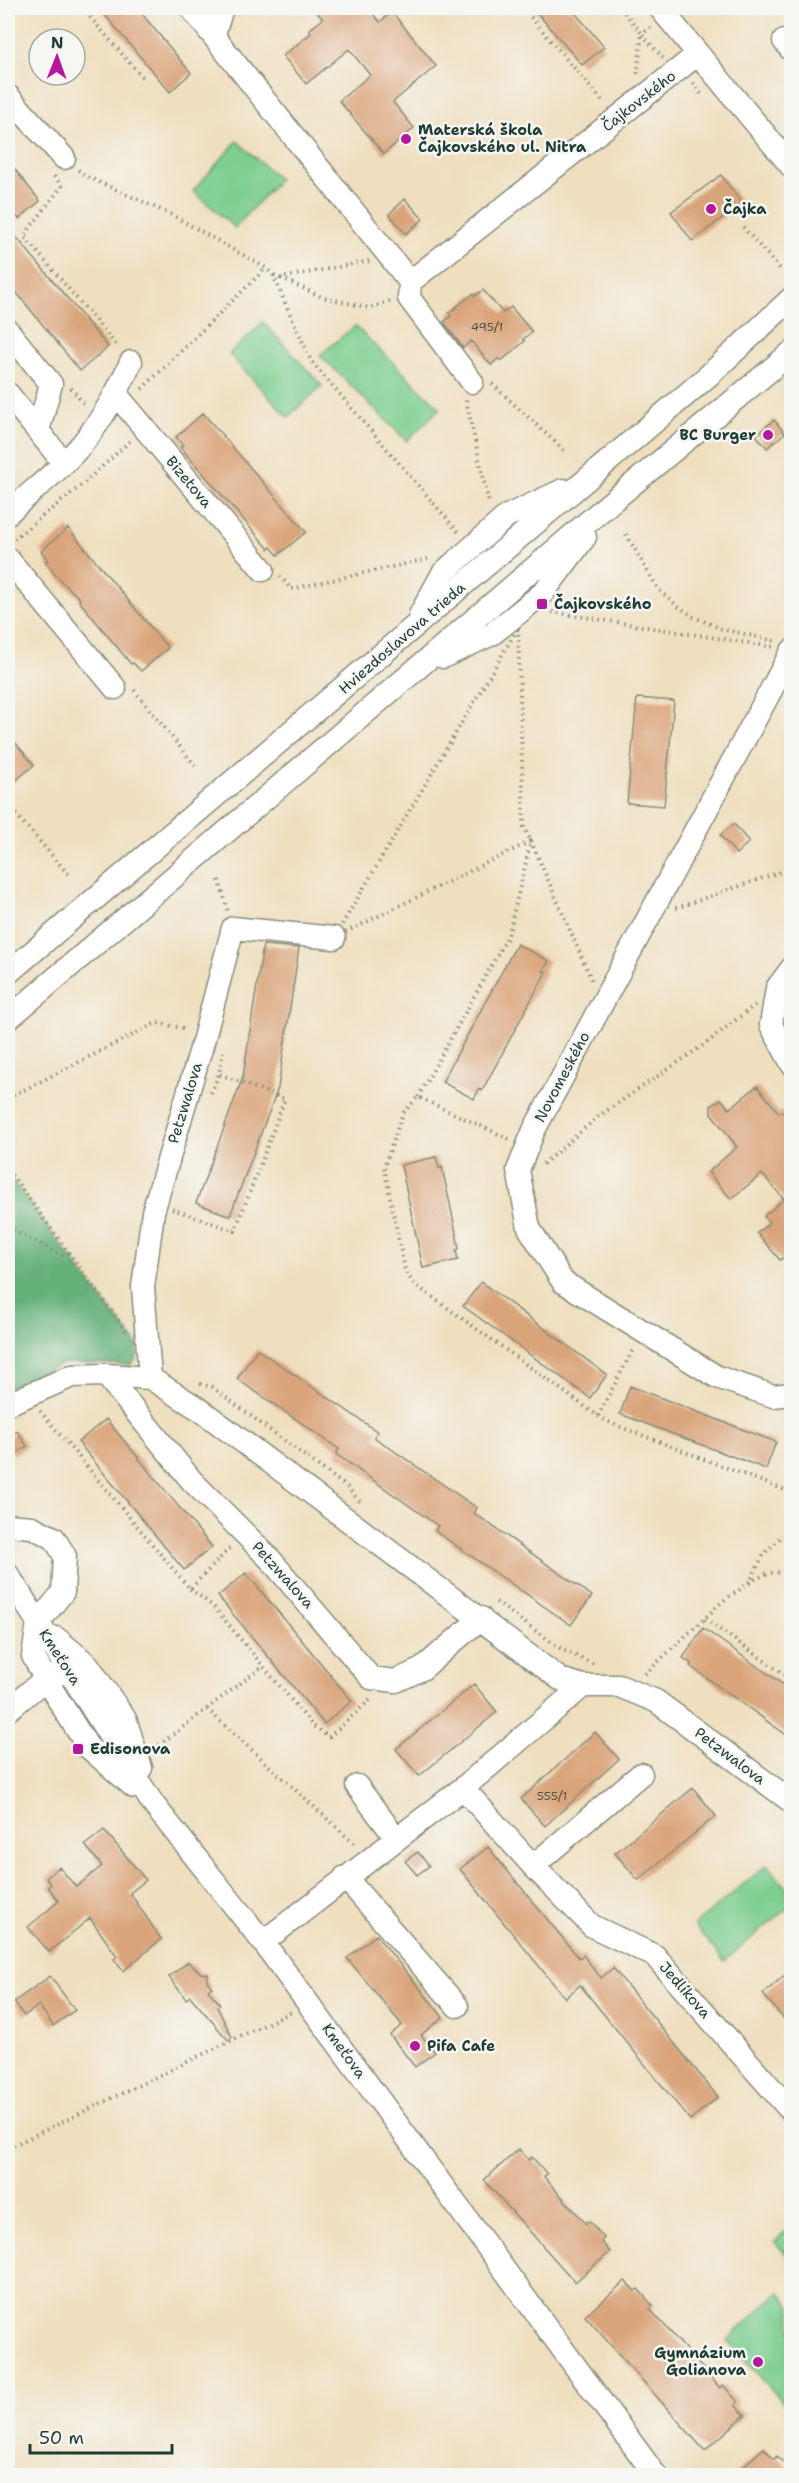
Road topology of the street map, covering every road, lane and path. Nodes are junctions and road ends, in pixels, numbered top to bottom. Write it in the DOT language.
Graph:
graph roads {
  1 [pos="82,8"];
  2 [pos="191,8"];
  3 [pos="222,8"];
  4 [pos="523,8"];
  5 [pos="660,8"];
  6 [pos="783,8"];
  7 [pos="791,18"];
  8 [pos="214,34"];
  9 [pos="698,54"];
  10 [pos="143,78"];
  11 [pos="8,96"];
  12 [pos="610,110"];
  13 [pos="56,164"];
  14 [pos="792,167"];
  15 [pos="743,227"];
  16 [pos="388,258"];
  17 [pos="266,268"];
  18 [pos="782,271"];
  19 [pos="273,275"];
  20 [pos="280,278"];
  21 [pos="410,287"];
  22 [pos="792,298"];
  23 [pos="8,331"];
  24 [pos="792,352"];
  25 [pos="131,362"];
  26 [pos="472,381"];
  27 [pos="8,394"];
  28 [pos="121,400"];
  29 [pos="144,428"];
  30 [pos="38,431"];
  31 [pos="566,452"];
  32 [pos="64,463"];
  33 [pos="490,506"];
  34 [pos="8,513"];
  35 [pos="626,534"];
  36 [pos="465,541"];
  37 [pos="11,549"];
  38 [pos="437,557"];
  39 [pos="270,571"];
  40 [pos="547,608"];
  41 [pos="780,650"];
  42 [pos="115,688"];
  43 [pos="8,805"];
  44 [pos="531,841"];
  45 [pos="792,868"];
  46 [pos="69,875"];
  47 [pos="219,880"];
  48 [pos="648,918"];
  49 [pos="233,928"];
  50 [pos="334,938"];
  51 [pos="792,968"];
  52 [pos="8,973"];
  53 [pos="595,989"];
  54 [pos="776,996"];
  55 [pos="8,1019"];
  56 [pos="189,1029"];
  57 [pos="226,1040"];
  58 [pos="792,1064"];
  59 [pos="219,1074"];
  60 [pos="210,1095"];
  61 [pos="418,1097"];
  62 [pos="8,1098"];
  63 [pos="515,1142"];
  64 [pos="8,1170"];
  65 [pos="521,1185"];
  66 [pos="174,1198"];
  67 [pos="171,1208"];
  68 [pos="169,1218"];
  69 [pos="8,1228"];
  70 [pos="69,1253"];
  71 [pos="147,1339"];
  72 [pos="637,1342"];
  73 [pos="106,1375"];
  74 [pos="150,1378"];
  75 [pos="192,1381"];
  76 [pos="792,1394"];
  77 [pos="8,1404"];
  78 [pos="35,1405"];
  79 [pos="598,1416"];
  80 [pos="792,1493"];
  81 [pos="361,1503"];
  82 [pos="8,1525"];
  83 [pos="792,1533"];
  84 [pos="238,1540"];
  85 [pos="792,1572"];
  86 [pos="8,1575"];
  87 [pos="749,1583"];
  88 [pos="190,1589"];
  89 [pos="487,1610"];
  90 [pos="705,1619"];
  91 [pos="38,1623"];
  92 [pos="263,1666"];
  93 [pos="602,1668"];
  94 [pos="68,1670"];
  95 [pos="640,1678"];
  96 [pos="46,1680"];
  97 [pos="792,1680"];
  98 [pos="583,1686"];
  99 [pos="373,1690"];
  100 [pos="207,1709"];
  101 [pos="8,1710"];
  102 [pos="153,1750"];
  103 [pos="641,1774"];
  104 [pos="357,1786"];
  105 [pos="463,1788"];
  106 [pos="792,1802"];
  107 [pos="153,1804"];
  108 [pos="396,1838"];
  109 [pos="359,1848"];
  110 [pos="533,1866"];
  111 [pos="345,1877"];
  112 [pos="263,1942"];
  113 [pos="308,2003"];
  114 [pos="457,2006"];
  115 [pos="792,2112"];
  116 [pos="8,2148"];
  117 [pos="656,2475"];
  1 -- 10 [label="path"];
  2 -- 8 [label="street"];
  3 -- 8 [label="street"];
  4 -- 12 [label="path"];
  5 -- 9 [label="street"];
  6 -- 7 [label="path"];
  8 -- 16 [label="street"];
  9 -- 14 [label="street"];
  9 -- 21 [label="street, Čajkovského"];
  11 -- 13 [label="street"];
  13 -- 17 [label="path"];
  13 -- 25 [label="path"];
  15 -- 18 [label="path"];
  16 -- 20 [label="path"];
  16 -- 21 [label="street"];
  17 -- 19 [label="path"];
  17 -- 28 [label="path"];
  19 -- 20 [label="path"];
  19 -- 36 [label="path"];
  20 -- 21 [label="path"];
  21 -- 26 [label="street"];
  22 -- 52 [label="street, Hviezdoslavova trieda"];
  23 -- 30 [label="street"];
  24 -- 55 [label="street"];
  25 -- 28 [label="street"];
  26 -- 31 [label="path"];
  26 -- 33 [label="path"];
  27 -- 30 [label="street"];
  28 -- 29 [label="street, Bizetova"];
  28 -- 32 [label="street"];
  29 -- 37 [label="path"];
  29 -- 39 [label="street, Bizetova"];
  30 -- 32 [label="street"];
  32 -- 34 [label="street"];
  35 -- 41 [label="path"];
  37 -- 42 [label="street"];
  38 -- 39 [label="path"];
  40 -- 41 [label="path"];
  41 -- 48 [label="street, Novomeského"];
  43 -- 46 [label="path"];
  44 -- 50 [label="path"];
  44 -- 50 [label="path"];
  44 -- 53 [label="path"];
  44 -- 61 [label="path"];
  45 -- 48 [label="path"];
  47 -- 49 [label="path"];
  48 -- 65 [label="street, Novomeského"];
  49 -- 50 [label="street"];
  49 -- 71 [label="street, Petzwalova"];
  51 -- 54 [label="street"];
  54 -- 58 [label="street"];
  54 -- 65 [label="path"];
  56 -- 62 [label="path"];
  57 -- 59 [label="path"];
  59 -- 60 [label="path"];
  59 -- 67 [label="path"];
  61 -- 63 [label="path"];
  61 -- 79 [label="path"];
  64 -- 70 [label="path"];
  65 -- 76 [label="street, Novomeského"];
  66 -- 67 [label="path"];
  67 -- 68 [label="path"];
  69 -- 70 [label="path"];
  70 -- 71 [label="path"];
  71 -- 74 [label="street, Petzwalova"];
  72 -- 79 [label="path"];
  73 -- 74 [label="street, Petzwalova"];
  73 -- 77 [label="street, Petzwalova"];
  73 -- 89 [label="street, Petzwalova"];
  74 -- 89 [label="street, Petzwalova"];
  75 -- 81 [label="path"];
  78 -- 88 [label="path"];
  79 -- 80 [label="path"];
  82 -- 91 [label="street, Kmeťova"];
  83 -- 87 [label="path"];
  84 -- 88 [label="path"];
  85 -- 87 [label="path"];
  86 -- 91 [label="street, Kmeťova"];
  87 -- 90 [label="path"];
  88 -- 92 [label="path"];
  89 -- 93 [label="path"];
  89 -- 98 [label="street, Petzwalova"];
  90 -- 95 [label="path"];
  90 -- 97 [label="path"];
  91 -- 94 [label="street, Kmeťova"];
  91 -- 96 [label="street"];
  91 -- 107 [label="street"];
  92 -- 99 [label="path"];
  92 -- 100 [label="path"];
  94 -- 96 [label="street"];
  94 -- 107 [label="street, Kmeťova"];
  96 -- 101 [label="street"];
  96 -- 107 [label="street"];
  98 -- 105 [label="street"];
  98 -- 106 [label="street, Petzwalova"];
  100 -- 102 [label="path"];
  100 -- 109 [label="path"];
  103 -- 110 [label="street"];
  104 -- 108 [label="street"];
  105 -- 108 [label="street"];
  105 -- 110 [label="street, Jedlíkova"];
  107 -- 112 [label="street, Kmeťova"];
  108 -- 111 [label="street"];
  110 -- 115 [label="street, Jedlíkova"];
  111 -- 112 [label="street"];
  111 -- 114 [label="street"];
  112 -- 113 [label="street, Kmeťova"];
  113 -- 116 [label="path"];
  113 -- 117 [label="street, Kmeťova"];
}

________________________

▸ **WHAT TO DO**
When you set down the records above, copy every line exactly and exclude the pictures.

▸ **ANSWER SPACE**
Road topology of the street map, covering every road, lane and path. Nodes are junctions and road ends, in pixels, numbered top to bottom. Write it in the DOT language.
Graph:
graph roads {
  1 [pos="82,8"];
  2 [pos="191,8"];
  3 [pos="222,8"];
  4 [pos="523,8"];
  5 [pos="660,8"];
  6 [pos="783,8"];
  7 [pos="791,18"];
  8 [pos="214,34"];
  9 [pos="698,54"];
  10 [pos="143,78"];
  11 [pos="8,96"];
  12 [pos="610,110"];
  13 [pos="56,164"];
  14 [pos="792,167"];
  15 [pos="743,227"];
  16 [pos="388,258"];
  17 [pos="266,268"];
  18 [pos="782,271"];
  19 [pos="273,275"];
  20 [pos="280,278"];
  21 [pos="410,287"];
  22 [pos="792,298"];
  23 [pos="8,331"];
  24 [pos="792,352"];
  25 [pos="131,362"];
  26 [pos="472,381"];
  27 [pos="8,394"];
  28 [pos="121,400"];
  29 [pos="144,428"];
  30 [pos="38,431"];
  31 [pos="566,452"];
  32 [pos="64,463"];
  33 [pos="490,506"];
  34 [pos="8,513"];
  35 [pos="626,534"];
  36 [pos="465,541"];
  37 [pos="11,549"];
  38 [pos="437,557"];
  39 [pos="270,571"];
  40 [pos="547,608"];
  41 [pos="780,650"];
  42 [pos="115,688"];
  43 [pos="8,805"];
  44 [pos="531,841"];
  45 [pos="792,868"];
  46 [pos="69,875"];
  47 [pos="219,880"];
  48 [pos="648,918"];
  49 [pos="233,928"];
  50 [pos="334,938"];
  51 [pos="792,968"];
  52 [pos="8,973"];
  53 [pos="595,989"];
  54 [pos="776,996"];
  55 [pos="8,1019"];
  56 [pos="189,1029"];
  57 [pos="226,1040"];
  58 [pos="792,1064"];
  59 [pos="219,1074"];
  60 [pos="210,1095"];
  61 [pos="418,1097"];
  62 [pos="8,1098"];
  63 [pos="515,1142"];
  64 [pos="8,1170"];
  65 [pos="521,1185"];
  66 [pos="174,1198"];
  67 [pos="171,1208"];
  68 [pos="169,1218"];
  69 [pos="8,1228"];
  70 [pos="69,1253"];
  71 [pos="147,1339"];
  72 [pos="637,1342"];
  73 [pos="106,1375"];
  74 [pos="150,1378"];
  75 [pos="192,1381"];
  76 [pos="792,1394"];
  77 [pos="8,1404"];
  78 [pos="35,1405"];
  79 [pos="598,1416"];
  80 [pos="792,1493"];
  81 [pos="361,1503"];
  82 [pos="8,1525"];
  83 [pos="792,1533"];
  84 [pos="238,1540"];
  85 [pos="792,1572"];
  86 [pos="8,1575"];
  87 [pos="749,1583"];
  88 [pos="190,1589"];
  89 [pos="487,1610"];
  90 [pos="705,1619"];
  91 [pos="38,1623"];
  92 [pos="263,1666"];
  93 [pos="602,1668"];
  94 [pos="68,1670"];
  95 [pos="640,1678"];
  96 [pos="46,1680"];
  97 [pos="792,1680"];
  98 [pos="583,1686"];
  99 [pos="373,1690"];
  100 [pos="207,1709"];
  101 [pos="8,1710"];
  102 [pos="153,1750"];
  103 [pos="641,1774"];
  104 [pos="357,1786"];
  105 [pos="463,1788"];
  106 [pos="792,1802"];
  107 [pos="153,1804"];
  108 [pos="396,1838"];
  109 [pos="359,1848"];
  110 [pos="533,1866"];
  111 [pos="345,1877"];
  112 [pos="263,1942"];
  113 [pos="308,2003"];
  114 [pos="457,2006"];
  115 [pos="792,2112"];
  116 [pos="8,2148"];
  117 [pos="656,2475"];
  1 -- 10 [label="path"];
  2 -- 8 [label="street"];
  3 -- 8 [label="street"];
  4 -- 12 [label="path"];
  5 -- 9 [label="street"];
  6 -- 7 [label="path"];
  8 -- 16 [label="street"];
  9 -- 14 [label="street"];
  9 -- 21 [label="street, Čajkovského"];
  11 -- 13 [label="street"];
  13 -- 17 [label="path"];
  13 -- 25 [label="path"];
  15 -- 18 [label="path"];
  16 -- 20 [label="path"];
  16 -- 21 [label="street"];
  17 -- 19 [label="path"];
  17 -- 28 [label="path"];
  19 -- 20 [label="path"];
  19 -- 36 [label="path"];
  20 -- 21 [label="path"];
  21 -- 26 [label="street"];
  22 -- 52 [label="street, Hviezdoslavova trieda"];
  23 -- 30 [label="street"];
  24 -- 55 [label="street"];
  25 -- 28 [label="street"];
  26 -- 31 [label="path"];
  26 -- 33 [label="path"];
  27 -- 30 [label="street"];
  28 -- 29 [label="street, Bizetova"];
  28 -- 32 [label="street"];
  29 -- 37 [label="path"];
  29 -- 39 [label="street, Bizetova"];
  30 -- 32 [label="street"];
  32 -- 34 [label="street"];
  35 -- 41 [label="path"];
  37 -- 42 [label="street"];
  38 -- 39 [label="path"];
  40 -- 41 [label="path"];
  41 -- 48 [label="street, Novomeského"];
  43 -- 46 [label="path"];
  44 -- 50 [label="path"];
  44 -- 50 [label="path"];
  44 -- 53 [label="path"];
  44 -- 61 [label="path"];
  45 -- 48 [label="path"];
  47 -- 49 [label="path"];
  48 -- 65 [label="street, Novomeského"];
  49 -- 50 [label="street"];
  49 -- 71 [label="street, Petzwalova"];
  51 -- 54 [label="street"];
  54 -- 58 [label="street"];
  54 -- 65 [label="path"];
  56 -- 62 [label="path"];
  57 -- 59 [label="path"];
  59 -- 60 [label="path"];
  59 -- 67 [label="path"];
  61 -- 63 [label="path"];
  61 -- 79 [label="path"];
  64 -- 70 [label="path"];
  65 -- 76 [label="street, Novomeského"];
  66 -- 67 [label="path"];
  67 -- 68 [label="path"];
  69 -- 70 [label="path"];
  70 -- 71 [label="path"];
  71 -- 74 [label="street, Petzwalova"];
  72 -- 79 [label="path"];
  73 -- 74 [label="street, Petzwalova"];
  73 -- 77 [label="street, Petzwalova"];
  73 -- 89 [label="street, Petzwalova"];
  74 -- 89 [label="street, Petzwalova"];
  75 -- 81 [label="path"];
  78 -- 88 [label="path"];
  79 -- 80 [label="path"];
  82 -- 91 [label="street, Kmeťova"];
  83 -- 87 [label="path"];
  84 -- 88 [label="path"];
  85 -- 87 [label="path"];
  86 -- 91 [label="street, Kmeťova"];
  87 -- 90 [label="path"];
  88 -- 92 [label="path"];
  89 -- 93 [label="path"];
  89 -- 98 [label="street, Petzwalova"];
  90 -- 95 [label="path"];
  90 -- 97 [label="path"];
  91 -- 94 [label="street, Kmeťova"];
  91 -- 96 [label="street"];
  91 -- 107 [label="street"];
  92 -- 99 [label="path"];
  92 -- 100 [label="path"];
  94 -- 96 [label="street"];
  94 -- 107 [label="street, Kmeťova"];
  96 -- 101 [label="street"];
  96 -- 107 [label="street"];
  98 -- 105 [label="street"];
  98 -- 106 [label="street, Petzwalova"];
  100 -- 102 [label="path"];
  100 -- 109 [label="path"];
  103 -- 110 [label="street"];
  104 -- 108 [label="street"];
  105 -- 108 [label="street"];
  105 -- 110 [label="street, Jedlíkova"];
  107 -- 112 [label="street, Kmeťova"];
  108 -- 111 [label="street"];
  110 -- 115 [label="street, Jedlíkova"];
  111 -- 112 [label="street"];
  111 -- 114 [label="street"];
  112 -- 113 [label="street, Kmeťova"];
  113 -- 116 [label="path"];
  113 -- 117 [label="street, Kmeťova"];
}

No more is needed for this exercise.